Items from a dataset:
★ ★ ★ ★ ★ ★ ★

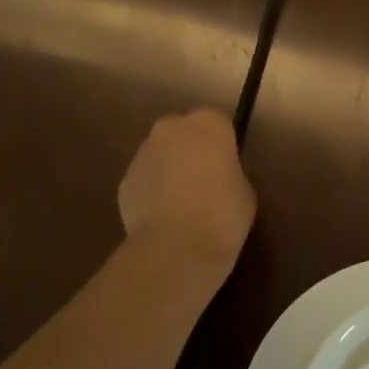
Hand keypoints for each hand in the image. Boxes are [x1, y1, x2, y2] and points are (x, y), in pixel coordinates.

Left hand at [118, 109, 255, 280]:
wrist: (176, 246)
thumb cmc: (223, 213)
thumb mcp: (244, 190)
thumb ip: (230, 172)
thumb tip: (219, 177)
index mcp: (208, 124)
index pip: (218, 121)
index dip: (223, 142)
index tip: (228, 164)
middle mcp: (172, 129)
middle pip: (182, 129)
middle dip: (190, 146)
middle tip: (204, 177)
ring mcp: (143, 153)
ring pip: (160, 153)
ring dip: (169, 167)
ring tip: (182, 201)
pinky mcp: (125, 181)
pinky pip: (145, 178)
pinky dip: (152, 190)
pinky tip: (164, 216)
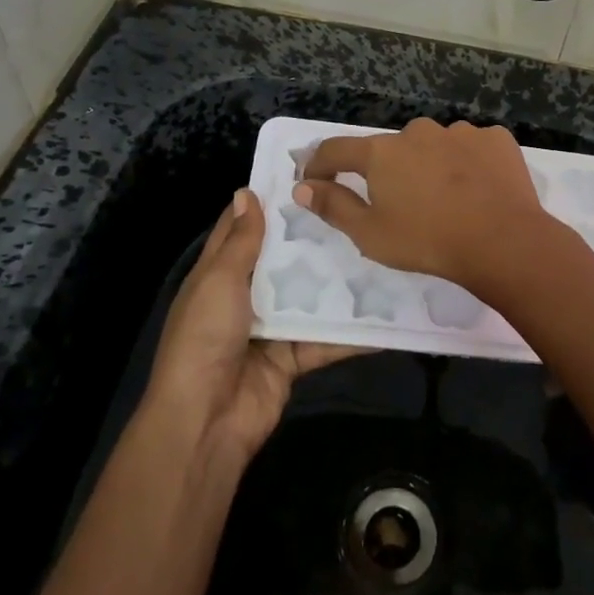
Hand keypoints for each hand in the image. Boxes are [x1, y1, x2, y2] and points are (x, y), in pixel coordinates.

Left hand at [144, 190, 365, 463]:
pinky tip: (388, 312)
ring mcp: (271, 328)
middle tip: (356, 205)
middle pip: (283, 260)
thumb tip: (246, 191)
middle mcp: (245, 296)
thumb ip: (240, 241)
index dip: (267, 202)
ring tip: (380, 250)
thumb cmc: (205, 338)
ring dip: (339, 280)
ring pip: (310, 296)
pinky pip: (327, 339)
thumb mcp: (219, 281)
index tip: (304, 174)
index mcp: (219, 274)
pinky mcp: (294, 358)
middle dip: (313, 237)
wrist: (206, 420)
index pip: (242, 229)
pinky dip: (353, 331)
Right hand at [292, 118, 552, 295]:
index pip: (337, 150)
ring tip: (446, 200)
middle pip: (391, 149)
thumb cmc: (427, 241)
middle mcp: (417, 131)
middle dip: (388, 172)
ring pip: (434, 146)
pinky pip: (471, 148)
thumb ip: (333, 206)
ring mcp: (460, 131)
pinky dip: (468, 165)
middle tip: (400, 205)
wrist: (502, 241)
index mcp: (381, 152)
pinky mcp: (495, 138)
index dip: (319, 165)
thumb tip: (302, 187)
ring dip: (431, 166)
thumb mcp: (370, 234)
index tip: (314, 180)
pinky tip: (477, 190)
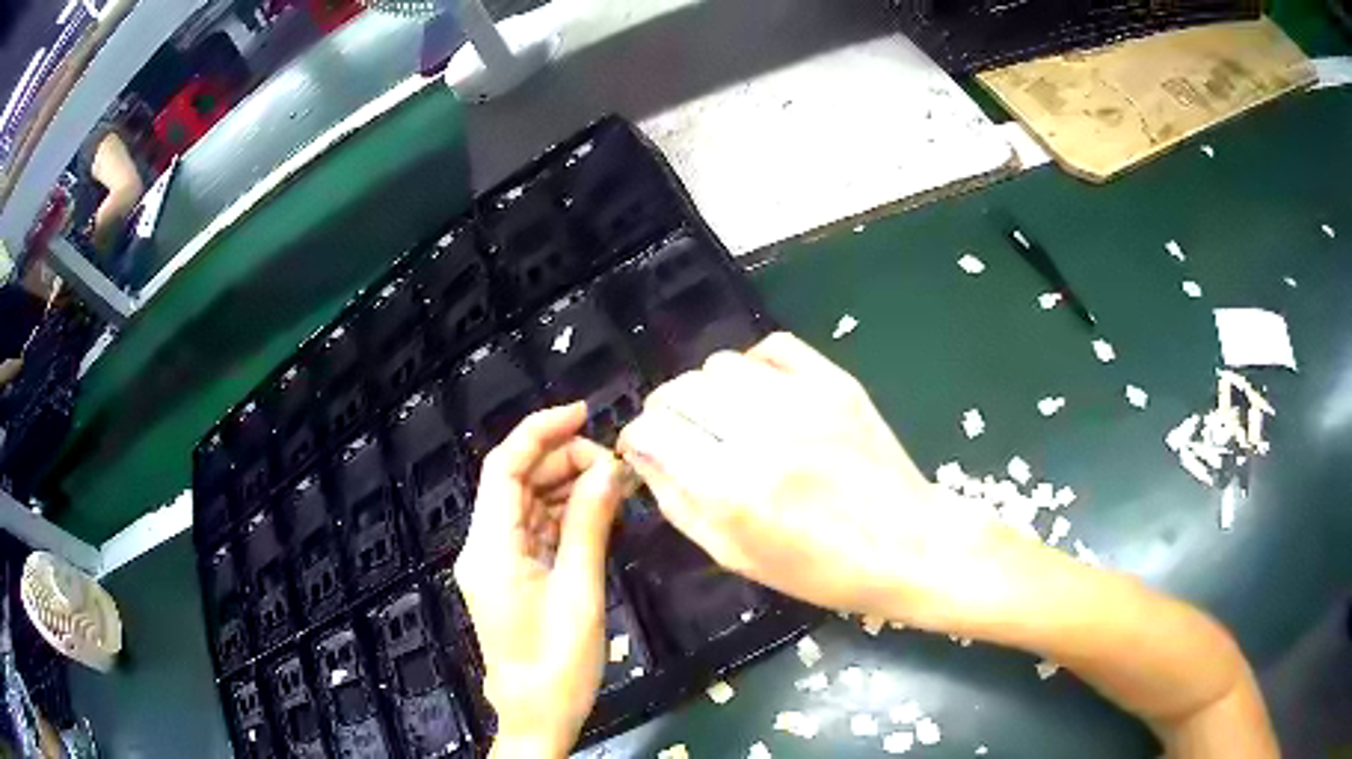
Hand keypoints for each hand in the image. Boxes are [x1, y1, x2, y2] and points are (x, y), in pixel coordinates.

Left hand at [454, 403, 627, 757]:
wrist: (538, 716)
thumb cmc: (558, 664)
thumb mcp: (580, 592)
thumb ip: (591, 525)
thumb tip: (610, 469)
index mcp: (489, 547)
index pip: (504, 467)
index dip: (540, 431)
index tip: (584, 413)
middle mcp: (485, 546)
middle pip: (518, 482)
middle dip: (564, 463)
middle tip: (617, 468)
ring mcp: (498, 561)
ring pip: (530, 503)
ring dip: (570, 488)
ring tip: (617, 487)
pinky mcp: (515, 574)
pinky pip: (538, 530)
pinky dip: (568, 516)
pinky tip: (601, 512)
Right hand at [617, 332, 1012, 629]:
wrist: (906, 545)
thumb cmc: (819, 570)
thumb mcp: (736, 555)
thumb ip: (678, 503)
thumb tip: (643, 458)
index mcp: (731, 489)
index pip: (653, 431)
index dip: (637, 437)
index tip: (644, 448)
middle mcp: (760, 434)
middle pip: (680, 390)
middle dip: (665, 412)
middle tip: (680, 436)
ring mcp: (802, 399)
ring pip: (719, 365)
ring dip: (707, 391)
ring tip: (724, 419)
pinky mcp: (835, 382)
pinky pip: (771, 347)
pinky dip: (753, 366)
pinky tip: (761, 394)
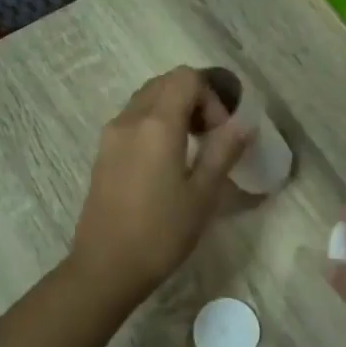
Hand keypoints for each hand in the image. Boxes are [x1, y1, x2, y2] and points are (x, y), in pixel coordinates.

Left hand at [68, 67, 253, 305]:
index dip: (211, 97)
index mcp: (156, 125)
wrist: (105, 267)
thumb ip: (224, 151)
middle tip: (209, 136)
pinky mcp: (102, 153)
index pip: (186, 78)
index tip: (220, 133)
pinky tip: (165, 163)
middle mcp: (129, 120)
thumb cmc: (161, 233)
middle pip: (164, 83)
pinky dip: (153, 124)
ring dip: (172, 111)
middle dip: (193, 99)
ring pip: (146, 100)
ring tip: (190, 149)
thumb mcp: (202, 194)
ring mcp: (110, 136)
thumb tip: (243, 124)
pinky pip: (132, 120)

★ ★ ★ ★ ★ ★ ★

- [PROBLEM TO WORK ON] Without the pictures, return the records above exactly as given.

- [RESPONSE AREA]
Hand keypoints for each hand in the image. Boxes are [x1, y1, x2, y2] and points are (x, y), in pixel coordinates.

Left hand at [118, 109, 255, 280]:
wrist: (176, 246)
thumb cmc: (223, 213)
thumb mcp: (244, 190)
thumb ip: (230, 172)
thumb tip: (219, 177)
index mcp: (208, 124)
index pip: (218, 121)
index dip: (223, 142)
index tip: (228, 164)
middle mcp: (172, 129)
middle pip: (182, 129)
middle dip: (190, 146)
middle tip: (204, 177)
ring mcp: (143, 153)
ring pip: (160, 153)
ring dip: (169, 167)
ring tip: (182, 201)
pinky mcp: (125, 181)
pinky pip: (145, 178)
pinky dip: (152, 190)
pinky tip: (164, 216)
Hand keypoints for each hand in the image. Boxes are [x1, y1, x2, y2] and points are (x, y), in pixel coordinates.

Left hand at [144, 190, 365, 463]:
pinky tip: (388, 312)
ring mcp: (271, 328)
middle tip: (356, 205)
middle pip: (283, 260)
thumb tip: (246, 191)
middle mcp: (245, 296)
thumb ip: (240, 241)
index dip: (267, 202)
ring tip: (380, 250)
thumb cmc: (205, 338)
ring dip: (339, 280)
ring pip: (310, 296)
pinky pip: (327, 339)
thumb mcp: (219, 281)
index tip: (304, 174)
index mcp: (219, 274)
pinky mcp: (294, 358)
middle dip: (313, 237)
wrist: (206, 420)
index pip: (242, 229)
pinky dip: (353, 331)
Right hand at [292, 118, 552, 295]:
index pip: (337, 150)
ring tip: (446, 200)
middle pip: (391, 149)
thumb cmc: (427, 241)
middle mcp: (417, 131)
middle dip: (388, 172)
ring pip: (434, 146)
pinky pip: (471, 148)
thumb ip: (333, 206)
ring mcp: (460, 131)
pinky dip: (468, 165)
middle tip: (400, 205)
wrist: (502, 241)
index mcp: (381, 152)
pinky mcp: (495, 138)
index dip: (319, 165)
thumb tip: (302, 187)
ring dip: (431, 166)
thumb mcp: (370, 234)
index tip: (314, 180)
pinky tip: (477, 190)
Hand keypoints for each hand in the image. Boxes are [x1, y1, x2, y2] and points are (x, y), in pixel coordinates.

Left hand at [454, 403, 627, 757]:
wrist: (538, 716)
thumb cmc: (558, 664)
thumb mcp: (580, 592)
thumb ip: (591, 525)
thumb tip: (610, 469)
index mcp: (489, 547)
index pip: (504, 467)
index dip: (540, 431)
index tip: (584, 413)
middle mcp: (485, 546)
middle pip: (518, 482)
middle dip: (564, 463)
middle tip: (617, 468)
ring mcp: (498, 561)
ring pip: (530, 503)
ring dip: (570, 488)
ring tip: (617, 487)
pinky mcp: (515, 574)
pinky pip: (538, 530)
pinky dip: (568, 516)
pinky tip: (601, 512)
Right hand at [617, 332, 1012, 629]:
wrist: (906, 545)
thumb cmc: (819, 570)
thumb mcp: (736, 555)
thumb ip: (678, 503)
thumb tip: (643, 458)
index mcp: (731, 489)
index pip: (653, 431)
index dip: (637, 437)
index tip: (644, 448)
middle mcp: (760, 434)
middle pip: (680, 390)
middle dip: (665, 412)
middle tip: (680, 436)
ring mcp: (802, 399)
ring pip: (719, 365)
ring dip: (707, 391)
ring tip: (724, 419)
pinky mcp: (835, 382)
pinky pip: (771, 347)
pinky dip: (753, 366)
pinky tip: (761, 394)
Hand keypoints for each hand in the image. Boxes are [x1, y1, x2, y2] and points are (x, y), in pixel coordinates.

Left hand at [68, 67, 253, 305]:
index dip: (211, 97)
index mcp: (156, 125)
wrist: (105, 267)
thumb ip: (224, 151)
middle tip: (209, 136)
pinky mcp: (102, 153)
index pip: (186, 78)
index tip: (220, 133)
pinky tip: (165, 163)
middle mcp: (129, 120)
thumb cmc: (161, 233)
middle pip: (164, 83)
pinky dip: (153, 124)
ring dip: (172, 111)
middle dip: (193, 99)
ring pip: (146, 100)
ring tip: (190, 149)
thumb mcp: (202, 194)
ring mcp: (110, 136)
thumb tip: (243, 124)
pinky pip: (132, 120)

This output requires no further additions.